Compared to other parts of anatomy, the anus is underappreciated—but without a way to expel waste from the body, all the work that takes places at other stages of digestion wouldn't be good for much. Now scientists may have a better understanding of how the anus evolved after identifying the first "transient" anus in jellyfish, New Scientist reports.
As biologist Sidney L. Tamm reports in the journal Invertebrate Biology, the warty comb jelly (which is really a type of ctenophore, not a cnidarian like true jellyfish) doesn't have a visible anus most of the time. While studying the comb jelly, he discovered it forms one only when it needs to defecate. When waste builds up, the creature's gut or gastrodermis expands until it touches the outer layer known as the epidermis. At this point, the gastrodermis and the epidermis fuse together and form an orifice where there wasn't one before. Waste is disposed of through the newly opened anus, and once the jelly has finished its business, the hole closes up again and the gut and the epidermis go back to being two separate layers.

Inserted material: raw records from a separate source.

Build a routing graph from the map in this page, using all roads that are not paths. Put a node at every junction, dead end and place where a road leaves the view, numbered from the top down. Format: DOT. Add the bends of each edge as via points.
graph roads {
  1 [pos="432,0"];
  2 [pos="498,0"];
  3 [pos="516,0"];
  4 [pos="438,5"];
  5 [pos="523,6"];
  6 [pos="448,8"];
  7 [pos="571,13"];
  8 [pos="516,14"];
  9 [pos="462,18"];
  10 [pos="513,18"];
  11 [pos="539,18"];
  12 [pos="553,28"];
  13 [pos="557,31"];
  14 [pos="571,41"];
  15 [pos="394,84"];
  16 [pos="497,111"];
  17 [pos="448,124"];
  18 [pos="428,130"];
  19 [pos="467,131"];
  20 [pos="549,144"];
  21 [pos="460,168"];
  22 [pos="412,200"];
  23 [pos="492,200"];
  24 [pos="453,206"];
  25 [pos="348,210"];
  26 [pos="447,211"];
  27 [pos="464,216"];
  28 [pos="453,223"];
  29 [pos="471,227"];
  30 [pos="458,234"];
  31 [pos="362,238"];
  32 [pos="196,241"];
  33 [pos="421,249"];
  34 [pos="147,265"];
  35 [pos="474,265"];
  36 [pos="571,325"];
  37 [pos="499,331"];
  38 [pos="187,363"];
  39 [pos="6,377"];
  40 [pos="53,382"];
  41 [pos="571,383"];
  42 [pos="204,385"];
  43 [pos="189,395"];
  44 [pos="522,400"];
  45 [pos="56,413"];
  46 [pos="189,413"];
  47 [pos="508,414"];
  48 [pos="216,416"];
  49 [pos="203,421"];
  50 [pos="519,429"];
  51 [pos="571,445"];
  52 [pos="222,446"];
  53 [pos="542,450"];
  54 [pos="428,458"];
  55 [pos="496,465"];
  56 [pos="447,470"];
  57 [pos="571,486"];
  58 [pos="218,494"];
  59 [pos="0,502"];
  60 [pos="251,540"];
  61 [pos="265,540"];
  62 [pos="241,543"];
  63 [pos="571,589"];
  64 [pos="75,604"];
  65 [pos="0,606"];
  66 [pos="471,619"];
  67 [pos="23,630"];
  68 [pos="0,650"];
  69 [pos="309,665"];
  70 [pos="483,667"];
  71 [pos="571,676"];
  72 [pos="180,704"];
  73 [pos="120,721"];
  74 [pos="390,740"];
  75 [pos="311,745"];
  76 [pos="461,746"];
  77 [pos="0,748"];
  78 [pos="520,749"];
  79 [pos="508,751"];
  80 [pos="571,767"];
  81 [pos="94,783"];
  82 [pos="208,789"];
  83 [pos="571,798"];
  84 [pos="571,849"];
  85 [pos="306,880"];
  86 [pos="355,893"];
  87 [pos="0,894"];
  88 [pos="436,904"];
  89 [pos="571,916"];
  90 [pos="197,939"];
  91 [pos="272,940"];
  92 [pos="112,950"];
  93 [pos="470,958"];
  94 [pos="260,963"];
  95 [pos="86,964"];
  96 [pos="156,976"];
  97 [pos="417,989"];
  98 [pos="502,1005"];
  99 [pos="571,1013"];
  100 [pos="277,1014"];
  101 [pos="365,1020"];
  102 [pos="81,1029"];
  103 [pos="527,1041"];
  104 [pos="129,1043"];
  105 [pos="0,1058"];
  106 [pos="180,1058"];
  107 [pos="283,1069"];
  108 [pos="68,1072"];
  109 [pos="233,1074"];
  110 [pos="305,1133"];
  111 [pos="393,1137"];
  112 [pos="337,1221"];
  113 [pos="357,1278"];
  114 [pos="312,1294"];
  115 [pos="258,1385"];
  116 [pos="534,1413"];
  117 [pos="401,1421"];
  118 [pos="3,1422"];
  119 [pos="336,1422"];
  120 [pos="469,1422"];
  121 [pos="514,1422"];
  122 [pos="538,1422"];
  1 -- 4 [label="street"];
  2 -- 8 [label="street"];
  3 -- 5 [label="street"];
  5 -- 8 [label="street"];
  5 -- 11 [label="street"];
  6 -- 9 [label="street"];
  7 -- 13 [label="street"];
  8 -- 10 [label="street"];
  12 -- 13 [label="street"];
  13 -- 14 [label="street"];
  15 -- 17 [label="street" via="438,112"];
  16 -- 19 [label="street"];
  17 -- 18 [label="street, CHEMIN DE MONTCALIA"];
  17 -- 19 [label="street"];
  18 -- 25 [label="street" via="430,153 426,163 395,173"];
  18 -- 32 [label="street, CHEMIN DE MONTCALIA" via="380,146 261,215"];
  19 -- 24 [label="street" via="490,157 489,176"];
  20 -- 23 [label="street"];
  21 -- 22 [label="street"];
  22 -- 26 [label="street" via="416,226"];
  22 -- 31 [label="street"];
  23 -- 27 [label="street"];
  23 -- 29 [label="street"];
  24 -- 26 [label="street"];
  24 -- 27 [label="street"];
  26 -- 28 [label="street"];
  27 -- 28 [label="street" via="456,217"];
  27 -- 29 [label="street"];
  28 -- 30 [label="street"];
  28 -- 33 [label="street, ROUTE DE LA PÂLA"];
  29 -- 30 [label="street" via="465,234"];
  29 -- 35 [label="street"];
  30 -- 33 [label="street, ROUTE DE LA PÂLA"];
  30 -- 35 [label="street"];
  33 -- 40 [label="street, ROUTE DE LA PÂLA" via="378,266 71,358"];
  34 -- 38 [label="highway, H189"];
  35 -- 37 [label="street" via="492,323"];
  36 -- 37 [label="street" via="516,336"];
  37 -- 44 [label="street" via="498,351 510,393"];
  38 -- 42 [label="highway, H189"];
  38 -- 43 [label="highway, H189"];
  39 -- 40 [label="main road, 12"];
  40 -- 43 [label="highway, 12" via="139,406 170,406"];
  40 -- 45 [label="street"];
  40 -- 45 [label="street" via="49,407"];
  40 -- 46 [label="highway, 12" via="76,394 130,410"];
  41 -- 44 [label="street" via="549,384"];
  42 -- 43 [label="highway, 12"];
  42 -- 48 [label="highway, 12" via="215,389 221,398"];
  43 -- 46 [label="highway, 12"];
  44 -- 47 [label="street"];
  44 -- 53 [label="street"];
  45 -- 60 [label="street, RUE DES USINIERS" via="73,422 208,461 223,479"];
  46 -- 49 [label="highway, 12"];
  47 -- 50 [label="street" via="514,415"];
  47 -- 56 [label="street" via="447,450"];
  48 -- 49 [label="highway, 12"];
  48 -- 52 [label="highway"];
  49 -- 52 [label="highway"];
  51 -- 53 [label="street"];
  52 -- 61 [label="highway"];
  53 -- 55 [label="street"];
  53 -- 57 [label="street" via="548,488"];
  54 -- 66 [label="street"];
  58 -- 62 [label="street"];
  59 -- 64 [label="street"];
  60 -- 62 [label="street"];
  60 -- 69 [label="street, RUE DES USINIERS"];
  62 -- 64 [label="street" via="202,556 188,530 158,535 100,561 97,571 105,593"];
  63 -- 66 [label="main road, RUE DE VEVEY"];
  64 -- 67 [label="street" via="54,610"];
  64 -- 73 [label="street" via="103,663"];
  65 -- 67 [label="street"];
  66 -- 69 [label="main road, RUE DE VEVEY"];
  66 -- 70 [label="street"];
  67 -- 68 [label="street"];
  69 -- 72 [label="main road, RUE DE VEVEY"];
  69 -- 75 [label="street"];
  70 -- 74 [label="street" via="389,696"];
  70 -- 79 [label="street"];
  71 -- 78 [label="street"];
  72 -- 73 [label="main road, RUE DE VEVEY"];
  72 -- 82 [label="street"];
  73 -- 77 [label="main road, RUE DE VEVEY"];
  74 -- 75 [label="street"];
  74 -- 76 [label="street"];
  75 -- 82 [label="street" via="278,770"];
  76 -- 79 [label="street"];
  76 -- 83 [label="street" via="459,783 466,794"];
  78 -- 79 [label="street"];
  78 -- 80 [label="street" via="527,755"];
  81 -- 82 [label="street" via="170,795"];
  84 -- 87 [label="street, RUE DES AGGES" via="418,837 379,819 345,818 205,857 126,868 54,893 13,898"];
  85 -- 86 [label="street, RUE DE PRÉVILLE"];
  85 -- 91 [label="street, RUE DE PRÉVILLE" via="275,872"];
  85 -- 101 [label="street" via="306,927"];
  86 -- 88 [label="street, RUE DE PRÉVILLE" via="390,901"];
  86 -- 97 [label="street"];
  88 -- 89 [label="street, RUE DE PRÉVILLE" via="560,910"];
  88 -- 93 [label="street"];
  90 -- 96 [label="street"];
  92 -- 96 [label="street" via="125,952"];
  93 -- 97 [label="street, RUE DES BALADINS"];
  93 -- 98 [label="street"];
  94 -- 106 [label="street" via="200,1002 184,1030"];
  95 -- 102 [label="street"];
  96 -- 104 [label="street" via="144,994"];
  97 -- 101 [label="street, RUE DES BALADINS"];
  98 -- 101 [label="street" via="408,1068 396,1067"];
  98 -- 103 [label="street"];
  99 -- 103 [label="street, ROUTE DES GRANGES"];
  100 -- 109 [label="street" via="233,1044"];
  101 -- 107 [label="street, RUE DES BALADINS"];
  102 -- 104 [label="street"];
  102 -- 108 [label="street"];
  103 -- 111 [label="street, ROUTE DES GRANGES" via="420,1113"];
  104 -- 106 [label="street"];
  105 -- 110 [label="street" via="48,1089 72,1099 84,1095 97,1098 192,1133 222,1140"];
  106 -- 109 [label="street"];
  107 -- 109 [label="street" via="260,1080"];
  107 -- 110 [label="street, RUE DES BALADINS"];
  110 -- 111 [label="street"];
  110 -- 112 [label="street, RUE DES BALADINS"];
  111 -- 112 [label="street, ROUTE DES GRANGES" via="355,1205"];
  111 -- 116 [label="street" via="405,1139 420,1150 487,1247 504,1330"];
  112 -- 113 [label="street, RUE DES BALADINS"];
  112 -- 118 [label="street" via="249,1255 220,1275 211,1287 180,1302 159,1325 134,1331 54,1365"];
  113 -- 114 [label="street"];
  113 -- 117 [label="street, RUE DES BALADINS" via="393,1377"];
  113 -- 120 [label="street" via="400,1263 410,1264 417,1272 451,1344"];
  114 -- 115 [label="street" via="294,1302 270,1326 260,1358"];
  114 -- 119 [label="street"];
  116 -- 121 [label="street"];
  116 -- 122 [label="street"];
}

These two components each consist of a single cell layer, so the anal opening forms quickly. Mature warty comb jellies have to grow a new anus every hour or so, while their larvae do it about once every 10 minutes.
Jellyfish and comb jellies are simple organisms, with one inner tract instead of a more complex system of organs. Some jellies have one opening in their gastrodermis they use for eating, expelling waste, and exchanging reproductive materials. The discovery of the warty comb jelly's transient anus shows how this one-orifice system may have evolved into a tract with a permanent anus millions of years ago.
Comb jellies are some of the oldest animals on Earth, with ancestors appearing as far back as 700 million years ago. Scientists believe they helped set the evolutionary groundwork for systems that are essential to complex life today, such as the nervous system and digestive tract.